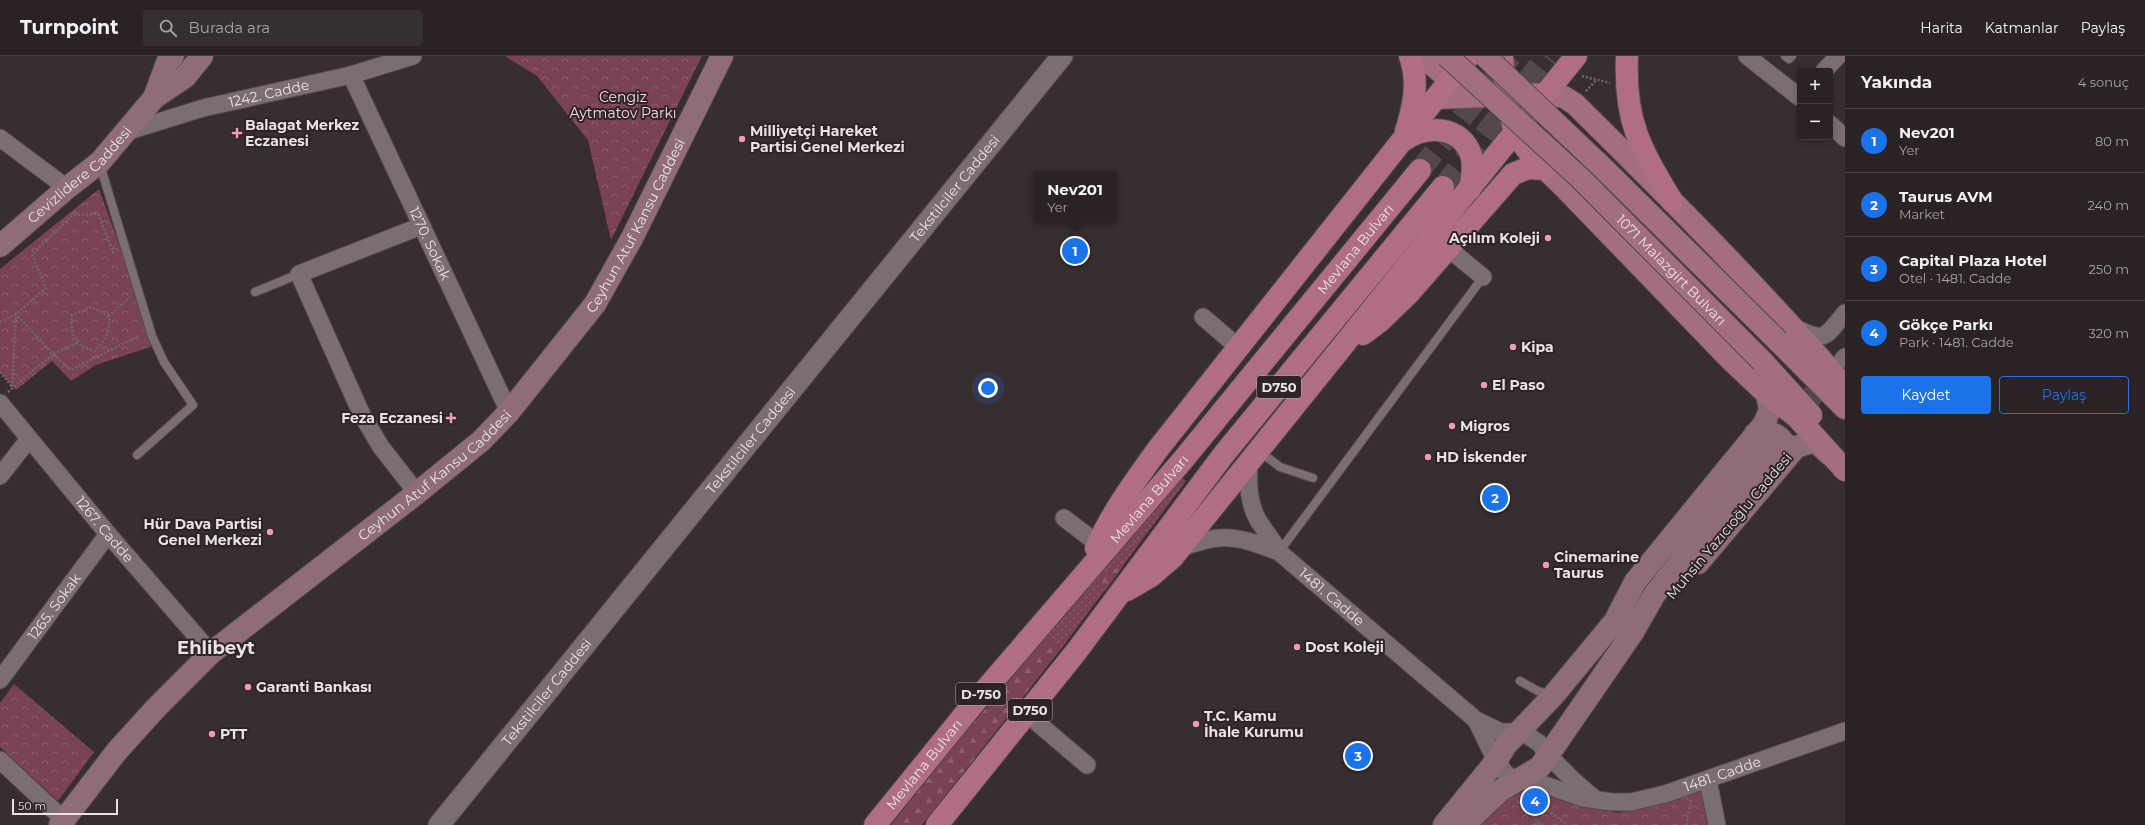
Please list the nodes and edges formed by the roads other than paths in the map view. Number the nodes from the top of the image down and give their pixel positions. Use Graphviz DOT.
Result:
graph roads {
  1 [pos="202,56"];
  2 [pos="413,56"];
  3 [pos="722,56"];
  4 [pos="1062,56"];
  5 [pos="1410,56"];
  6 [pos="1422,56"];
  7 [pos="1448,56"];
  8 [pos="1469,56"];
  9 [pos="1485,56"];
  10 [pos="1492,56"];
  11 [pos="1502,56"];
  12 [pos="1627,56"];
  13 [pos="1747,56"];
  14 [pos="1785,56"];
  15 [pos="1792,56"];
  16 [pos="1838,56"];
  17 [pos="166,58"];
  18 [pos="1574,65"];
  19 [pos="1827,68"];
  20 [pos="351,75"];
  21 [pos="1450,80"];
  22 [pos="1501,91"];
  23 [pos="1546,94"];
  24 [pos="1797,95"];
  25 [pos="154,98"];
  26 [pos="1436,98"];
  27 [pos="1833,127"];
  28 [pos="126,132"];
  29 [pos="1515,133"];
  30 [pos="0,138"];
  31 [pos="1610,138"];
  32 [pos="1845,138"];
  33 [pos="1404,140"];
  34 [pos="1499,153"];
  35 [pos="100,162"];
  36 [pos="1539,162"];
  37 [pos="1420,170"];
  38 [pos="1443,187"];
  39 [pos="1564,187"];
  40 [pos="67,188"];
  41 [pos="1470,189"];
  42 [pos="1672,201"];
  43 [pos="421,226"];
  44 [pos="0,246"];
  45 [pos="1450,249"];
  46 [pos="299,274"];
  47 [pos="1484,277"];
  48 [pos="255,292"];
  49 [pos="1845,313"];
  50 [pos="1203,317"];
  51 [pos="1786,334"];
  52 [pos="1344,343"];
  53 [pos="1238,347"];
  54 [pos="1845,386"];
  55 [pos="1767,394"];
  56 [pos="0,403"];
  57 [pos="1845,408"];
  58 [pos="509,412"];
  59 [pos="1755,434"];
  60 [pos="29,439"];
  61 [pos="137,455"];
  62 [pos="1777,455"];
  63 [pos="1254,457"];
  64 [pos="1840,459"];
  65 [pos="0,476"];
  66 [pos="1313,478"];
  67 [pos="417,493"];
  68 [pos="1064,518"];
  69 [pos="108,534"];
  70 [pos="1098,544"];
  71 [pos="1180,548"];
  72 [pos="1279,552"];
  73 [pos="1090,566"];
  74 [pos="1120,592"];
  75 [pos="1624,627"];
  76 [pos="211,653"];
  77 [pos="0,680"];
  78 [pos="1520,681"];
  79 [pos="1553,696"];
  80 [pos="1027,714"];
  81 [pos="1476,720"];
  82 [pos="1845,731"];
  83 [pos="1520,732"];
  84 [pos="1548,755"];
  85 [pos="0,760"];
  86 [pos="1496,761"];
  87 [pos="1087,765"];
  88 [pos="1701,782"];
  89 [pos="1514,790"];
  90 [pos="1596,800"];
  91 [pos="62,822"];
  92 [pos="440,825"];
  93 [pos="875,825"];
  94 [pos="937,825"];
  95 [pos="1444,825"];
  96 [pos="1464,825"];
  97 [pos="1717,825"];
  1 -- 25 [label="main road, Cevizlidere Caddesi"];
  2 -- 20 [label="street, 1242. Cadde"];
  3 -- 58 [label="main road, Ceyhun Atuf Kansu Caddesi"];
  4 -- 92 [label="street, Tekstilciler Caddesi"];
  5 -- 33 [label="highway"];
  6 -- 21 [label="main road, 1071 Malazgirt Bulvarı"];
  7 -- 64 [label="main road, 1071 Malazgirt Bulvarı, bridge"];
  8 -- 21 [label="highway"];
  9 -- 51 [label="main road, 1071 Malazgirt Bulvarı, bridge"];
  10 -- 22 [label="highway"];
  11 -- 22 [label="highway"];
  12 -- 42 [label="highway"];
  13 -- 24 [label="street"];
  14 -- 15 [label="lane"];
  16 -- 19 [label="street"];
  17 -- 25 [label="main road, Cevizlidere Caddesi"];
  18 -- 22 [label="main road, 1071 Malazgirt Bulvarı"];
  18 -- 23 [label="highway"];
  20 -- 28 [label="street, 1242. Cadde"];
  20 -- 43 [label="street, 1270. Sokak"];
  21 -- 22 [label="main road, 1071 Malazgirt Bulvarı"];
  21 -- 26 [label="highway"];
  22 -- 23 [label="main road, 1071 Malazgirt Bulvarı"];
  22 -- 26 [label="main road, 1071 Malazgirt Bulvarı"];
  22 -- 29 [label="highway"];
  22 -- 34 [label="highway"];
  23 -- 29 [label="highway"];
  23 -- 31 [label="main road, 1071 Malazgirt Bulvarı"];
  25 -- 28 [label="main road, Cevizlidere Caddesi"];
  26 -- 33 [label="highway"];
  27 -- 32 [label="street"];
  28 -- 35 [label="main road, Cevizlidere Caddesi"];
  29 -- 34 [label="highway"];
  29 -- 36 [label="highway"];
  30 -- 40 [label="street"];
  31 -- 39 [label="main road"];
  31 -- 42 [label="main road, 1071 Malazgirt Bulvarı"];
  33 -- 41 [label="highway"];
  33 -- 53 [label="highway"];
  34 -- 41 [label="highway"];
  35 -- 40 [label="main road, Cevizlidere Caddesi"];
  35 -- 61 [label="lane"];
  36 -- 39 [label="main road, 1071 Malazgirt Bulvarı"];
  36 -- 45 [label="highway"];
  37 -- 73 [label="highway, Mevlana Bulvarı / D750"];
  38 -- 74 [label="highway, Mevlana Bulvarı / D750"];
  39 -- 55 [label="main road, 1071 Malazgirt Bulvarı"];
  40 -- 44 [label="main road, Cevizlidere Caddesi"];
  41 -- 52 [label="highway"];
  42 -- 51 [label="main road, 1071 Malazgirt Bulvarı"];
  43 -- 46 [label="street"];
  43 -- 58 [label="street, 1270. Sokak"];
  45 -- 47 [label="street"];
  45 -- 52 [label="highway"];
  46 -- 48 [label="lane"];
  46 -- 67 [label="street"];
  47 -- 72 [label="lane"];
  49 -- 51 [label="street"];
  50 -- 53 [label="street"];
  51 -- 54 [label="main road, 1071 Malazgirt Bulvarı"];
  51 -- 57 [label="main road, 1071 Malazgirt Bulvarı"];
  52 -- 63 [label="highway"];
  53 -- 70 [label="highway"];
  55 -- 59 [label="main road, Muhsin Yazıcıoğlu Caddesi"];
  55 -- 64 [label="main road, 1071 Malazgirt Bulvarı"];
  56 -- 60 [label="street, 1267. Cadde"];
  58 -- 67 [label="main road, Ceyhun Atuf Kansu Caddesi"];
  59 -- 62 [label="main road"];
  59 -- 75 [label="main road, Muhsin Yazıcıoğlu Caddesi"];
  60 -- 65 [label="street"];
  60 -- 69 [label="street, 1267. Cadde"];
  62 -- 64 [label="main road, Muhsin Yazıcıoğlu Caddesi"];
  62 -- 75 [label="main road, Muhsin Yazıcıoğlu Caddesi"];
  62 -- 75 [label="main road, Muhsin Yazıcıoğlu Caddesi"];
  63 -- 66 [label="lane"];
  63 -- 71 [label="highway"];
  63 -- 72 [label="street, 1481. Cadde"];
  67 -- 76 [label="main road, Ceyhun Atuf Kansu Caddesi"];
  68 -- 70 [label="street"];
  69 -- 76 [label="street, 1267. Cadde"];
  69 -- 77 [label="street, 1265. Sokak"];
  70 -- 73 [label="highway"];
  71 -- 72 [label="street, 1481. Cadde"];
  71 -- 74 [label="highway"];
  72 -- 81 [label="street, 1481. Cadde"];
  73 -- 93 [label="highway, Mevlana Bulvarı / D-750"];
  74 -- 80 [label="highway, Mevlana Bulvarı / D750"];
  75 -- 79 [label="main road, Muhsin Yazıcıoğlu Caddesi"];
  75 -- 84 [label="main road, Muhsin Yazıcıoğlu Caddesi"];
  76 -- 91 [label="main road, Ceyhun Atuf Kansu Caddesi"];
  78 -- 79 [label="lane"];
  79 -- 83 [label="main road, Muhsin Yazıcıoğlu Caddesi"];
  80 -- 87 [label="street"];
  80 -- 94 [label="highway, Mevlana Bulvarı / D750"];
  81 -- 83 [label="street, 1481. Cadde"];
  81 -- 86 [label="street, 1481. Cadde"];
  82 -- 88 [label="street, 1481. Cadde"];
  83 -- 84 [label="street, 1481. Cadde"];
  83 -- 86 [label="main road, Muhsin Yazıcıoğlu Caddesi"];
  84 -- 89 [label="main road, Muhsin Yazıcıoğlu Caddesi"];
  84 -- 90 [label="street, 1481. Cadde"];
  85 -- 91 [label="street"];
  86 -- 89 [label="street, 1481. Cadde"];
  86 -- 95 [label="main road, Muhsin Yazıcıoğlu Caddesi"];
  88 -- 90 [label="street, 1481. Cadde"];
  88 -- 97 [label="street"];
  89 -- 90 [label="street, 1481. Cadde"];
  89 -- 96 [label="main road, Muhsin Yazıcıoğlu Caddesi"];
}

§

Exercise brief: Every line of the material above that has the string "Ceyhun" needs pulling out.

Written response:
  3 -- 58 [label="main road, Ceyhun Atuf Kansu Caddesi"];
  58 -- 67 [label="main road, Ceyhun Atuf Kansu Caddesi"];
  67 -- 76 [label="main road, Ceyhun Atuf Kansu Caddesi"];
  76 -- 91 [label="main road, Ceyhun Atuf Kansu Caddesi"];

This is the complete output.